3. Mr. Muruga Manickam, learned counsel appearing for the petitioners submitted that except the impugned communication, no notice or order was issued to the petitioners relating to the issue involved in this writ petition; that the first respondent issued the impugned order to attach the immovable property of the petitioners comprised in Survey No.236/1, which was purchased by them on 11.03.1996; that in the impugned order the name of the petitioners’ Vendor alone is mentioned and the petitioners name is not found; that the petitioners are not liable to pay any amount to any authorities; that in the impugned order, it is alleged that the petitioners’ vendor was liable to pay certain arrears of stamp duty to the authorities under the Registration Act; that in such event, the said authorities ought to have issued a Certificate as contemplated under Section 33-A of the Indian Stamp Act, 1899 for which prior enquiry, that too within three years from the date of registration of the document are required, but those mandatory conditions were not complied with by the respondents prior to the issuance of the impugned order, moreover, the respondents cannot proceed against the property of the petitioners, as the same was transferred in their name as early as 1996; that assuming for argument sake if Section 8 of the Revenue Recovery Act, 1864 is applicable, then there should be a notice of demand in writing by the respondents but no such demand in writing has been served on the petitioners and prayed for allowing the writ petition.

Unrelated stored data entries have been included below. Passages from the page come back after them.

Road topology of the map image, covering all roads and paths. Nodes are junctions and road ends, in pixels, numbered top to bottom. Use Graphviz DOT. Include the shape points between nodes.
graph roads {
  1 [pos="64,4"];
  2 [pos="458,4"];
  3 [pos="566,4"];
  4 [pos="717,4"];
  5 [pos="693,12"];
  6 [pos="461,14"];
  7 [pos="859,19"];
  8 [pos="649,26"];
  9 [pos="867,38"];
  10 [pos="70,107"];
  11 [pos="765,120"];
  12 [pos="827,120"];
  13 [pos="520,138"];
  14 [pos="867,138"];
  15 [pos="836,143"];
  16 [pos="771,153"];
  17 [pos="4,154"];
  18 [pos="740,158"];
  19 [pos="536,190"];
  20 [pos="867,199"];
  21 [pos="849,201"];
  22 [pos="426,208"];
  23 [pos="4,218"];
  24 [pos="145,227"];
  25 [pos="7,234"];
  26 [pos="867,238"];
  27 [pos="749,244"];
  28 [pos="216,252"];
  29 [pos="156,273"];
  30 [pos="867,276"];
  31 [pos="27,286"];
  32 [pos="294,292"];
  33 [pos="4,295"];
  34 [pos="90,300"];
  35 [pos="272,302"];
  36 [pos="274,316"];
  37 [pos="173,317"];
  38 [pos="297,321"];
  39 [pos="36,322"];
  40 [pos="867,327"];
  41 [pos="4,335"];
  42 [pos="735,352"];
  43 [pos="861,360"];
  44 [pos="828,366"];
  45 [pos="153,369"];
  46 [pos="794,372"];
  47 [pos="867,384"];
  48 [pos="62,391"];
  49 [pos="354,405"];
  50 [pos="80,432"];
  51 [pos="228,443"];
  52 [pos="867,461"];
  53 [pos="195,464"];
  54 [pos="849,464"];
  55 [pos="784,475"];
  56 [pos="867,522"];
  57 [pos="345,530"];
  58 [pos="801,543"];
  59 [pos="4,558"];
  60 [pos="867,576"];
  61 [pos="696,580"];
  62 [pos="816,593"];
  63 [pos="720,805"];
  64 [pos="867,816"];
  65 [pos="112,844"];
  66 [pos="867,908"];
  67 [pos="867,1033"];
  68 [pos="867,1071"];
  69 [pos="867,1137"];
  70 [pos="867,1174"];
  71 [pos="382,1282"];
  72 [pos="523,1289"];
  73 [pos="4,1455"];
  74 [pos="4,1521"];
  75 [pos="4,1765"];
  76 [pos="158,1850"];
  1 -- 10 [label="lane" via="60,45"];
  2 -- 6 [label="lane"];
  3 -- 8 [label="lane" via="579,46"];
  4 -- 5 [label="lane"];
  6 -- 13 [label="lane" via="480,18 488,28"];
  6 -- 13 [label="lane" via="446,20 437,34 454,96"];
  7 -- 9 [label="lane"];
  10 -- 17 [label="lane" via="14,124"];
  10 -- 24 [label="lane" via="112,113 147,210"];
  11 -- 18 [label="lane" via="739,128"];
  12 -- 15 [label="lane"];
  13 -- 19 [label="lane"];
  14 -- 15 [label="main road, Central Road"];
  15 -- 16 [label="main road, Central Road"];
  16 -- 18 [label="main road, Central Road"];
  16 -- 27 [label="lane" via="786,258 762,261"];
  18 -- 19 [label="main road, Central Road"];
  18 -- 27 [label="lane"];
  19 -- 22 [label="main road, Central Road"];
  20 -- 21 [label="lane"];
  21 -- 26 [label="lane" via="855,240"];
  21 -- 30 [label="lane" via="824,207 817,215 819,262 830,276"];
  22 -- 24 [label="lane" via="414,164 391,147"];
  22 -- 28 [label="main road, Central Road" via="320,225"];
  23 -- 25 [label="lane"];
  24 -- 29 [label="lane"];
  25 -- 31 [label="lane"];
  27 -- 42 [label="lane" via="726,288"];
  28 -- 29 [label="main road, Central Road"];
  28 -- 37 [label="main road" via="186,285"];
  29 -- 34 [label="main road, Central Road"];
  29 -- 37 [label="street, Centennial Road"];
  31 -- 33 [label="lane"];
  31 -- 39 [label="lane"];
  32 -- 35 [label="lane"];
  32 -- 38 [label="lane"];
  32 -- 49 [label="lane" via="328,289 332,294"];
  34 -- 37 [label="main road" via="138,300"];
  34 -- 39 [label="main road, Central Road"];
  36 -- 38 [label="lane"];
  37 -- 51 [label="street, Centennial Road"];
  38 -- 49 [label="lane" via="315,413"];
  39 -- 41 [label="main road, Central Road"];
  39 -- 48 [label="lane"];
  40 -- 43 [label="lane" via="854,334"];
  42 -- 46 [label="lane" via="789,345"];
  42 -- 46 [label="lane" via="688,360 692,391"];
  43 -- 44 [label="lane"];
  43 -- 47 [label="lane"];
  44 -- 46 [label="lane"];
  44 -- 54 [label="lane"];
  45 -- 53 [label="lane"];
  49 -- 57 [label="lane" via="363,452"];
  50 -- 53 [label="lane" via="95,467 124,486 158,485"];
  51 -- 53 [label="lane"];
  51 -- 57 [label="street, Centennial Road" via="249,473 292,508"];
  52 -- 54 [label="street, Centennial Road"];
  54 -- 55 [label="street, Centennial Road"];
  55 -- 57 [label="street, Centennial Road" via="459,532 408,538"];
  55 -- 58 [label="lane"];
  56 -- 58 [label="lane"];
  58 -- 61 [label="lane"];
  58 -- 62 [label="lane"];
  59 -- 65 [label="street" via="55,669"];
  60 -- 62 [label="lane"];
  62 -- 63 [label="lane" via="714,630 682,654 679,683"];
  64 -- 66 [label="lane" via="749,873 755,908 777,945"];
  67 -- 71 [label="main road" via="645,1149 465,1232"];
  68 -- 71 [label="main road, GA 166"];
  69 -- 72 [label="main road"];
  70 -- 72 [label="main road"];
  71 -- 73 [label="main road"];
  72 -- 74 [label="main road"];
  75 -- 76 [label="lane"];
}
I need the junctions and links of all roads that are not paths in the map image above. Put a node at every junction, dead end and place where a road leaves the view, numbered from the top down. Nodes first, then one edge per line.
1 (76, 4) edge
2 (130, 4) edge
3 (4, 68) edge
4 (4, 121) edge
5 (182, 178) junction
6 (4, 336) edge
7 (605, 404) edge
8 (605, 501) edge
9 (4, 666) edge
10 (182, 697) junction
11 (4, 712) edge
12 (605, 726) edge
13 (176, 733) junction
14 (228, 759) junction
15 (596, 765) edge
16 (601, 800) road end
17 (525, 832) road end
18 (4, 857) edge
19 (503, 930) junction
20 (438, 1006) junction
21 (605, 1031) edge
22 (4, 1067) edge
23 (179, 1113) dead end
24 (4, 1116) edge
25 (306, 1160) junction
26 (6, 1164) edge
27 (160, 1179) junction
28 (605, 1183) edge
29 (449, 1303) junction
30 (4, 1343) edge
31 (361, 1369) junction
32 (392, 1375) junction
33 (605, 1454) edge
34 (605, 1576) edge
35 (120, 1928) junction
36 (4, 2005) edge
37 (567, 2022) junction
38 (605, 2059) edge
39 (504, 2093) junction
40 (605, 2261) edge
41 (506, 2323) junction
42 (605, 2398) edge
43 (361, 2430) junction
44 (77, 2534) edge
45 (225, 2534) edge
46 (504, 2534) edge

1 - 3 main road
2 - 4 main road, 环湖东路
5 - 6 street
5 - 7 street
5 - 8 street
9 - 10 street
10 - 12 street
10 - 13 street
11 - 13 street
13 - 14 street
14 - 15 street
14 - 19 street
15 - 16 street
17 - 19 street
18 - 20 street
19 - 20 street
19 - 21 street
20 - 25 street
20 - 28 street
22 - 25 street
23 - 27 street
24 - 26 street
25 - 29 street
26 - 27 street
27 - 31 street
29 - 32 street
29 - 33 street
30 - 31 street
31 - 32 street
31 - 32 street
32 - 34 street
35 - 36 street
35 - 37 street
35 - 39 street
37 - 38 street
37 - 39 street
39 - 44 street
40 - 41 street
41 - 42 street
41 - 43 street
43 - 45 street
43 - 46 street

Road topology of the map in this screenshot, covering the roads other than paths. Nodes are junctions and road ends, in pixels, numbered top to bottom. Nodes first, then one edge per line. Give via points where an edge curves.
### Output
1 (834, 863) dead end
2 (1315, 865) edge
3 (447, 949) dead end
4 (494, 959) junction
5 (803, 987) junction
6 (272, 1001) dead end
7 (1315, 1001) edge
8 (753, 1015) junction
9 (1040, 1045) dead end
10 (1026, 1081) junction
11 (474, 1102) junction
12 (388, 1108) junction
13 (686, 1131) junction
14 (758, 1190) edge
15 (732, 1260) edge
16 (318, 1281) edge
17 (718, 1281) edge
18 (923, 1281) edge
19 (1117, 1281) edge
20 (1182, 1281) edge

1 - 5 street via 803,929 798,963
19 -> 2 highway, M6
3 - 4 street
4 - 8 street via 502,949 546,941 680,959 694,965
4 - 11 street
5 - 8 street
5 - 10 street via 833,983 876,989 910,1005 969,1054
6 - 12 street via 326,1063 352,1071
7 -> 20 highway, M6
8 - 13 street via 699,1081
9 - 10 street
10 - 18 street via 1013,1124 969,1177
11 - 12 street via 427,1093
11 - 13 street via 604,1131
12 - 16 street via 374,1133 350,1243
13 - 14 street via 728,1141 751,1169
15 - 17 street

4. On the above contention, this Court heard the learned Additional Government Pleader appearing for the respondents, who, relying on the counter affidavit, submitted that the petitioners have purchased the property in Survey No.236/1 and 236/4, to a total extent of 3.29 acres from one Nagarani; that the said Nagarani is liable to pay arrears of stamp duty in respect of the said land; that the said Nagarani sold the property to the petitioners, hence, the respondents are entitled to collect the said amount from the petitioners and prayed for dismissal of the writ petition.
5. This Court carefully considered the submission of counsel for both sides and perused the materials placed. It is submitted by the petitioners that except the impugned communication, no notice or order was served on them relating to the issue involved in this writ petition. The impugned communication was issued under Section 8 of the Revenue Recovery Act, 1864 to recover the alleged arrears of stamp duty payable by the petitioners’ vendor, however, it was not issued in the name of the petitioners, but only in the name of their vendor., Though they have purchased the property as early as 1996 and their names were also stated to have been incorporated in all the records of the authorities concerned, it is not explained why the impugned communication was not issued in the name of the petitioners.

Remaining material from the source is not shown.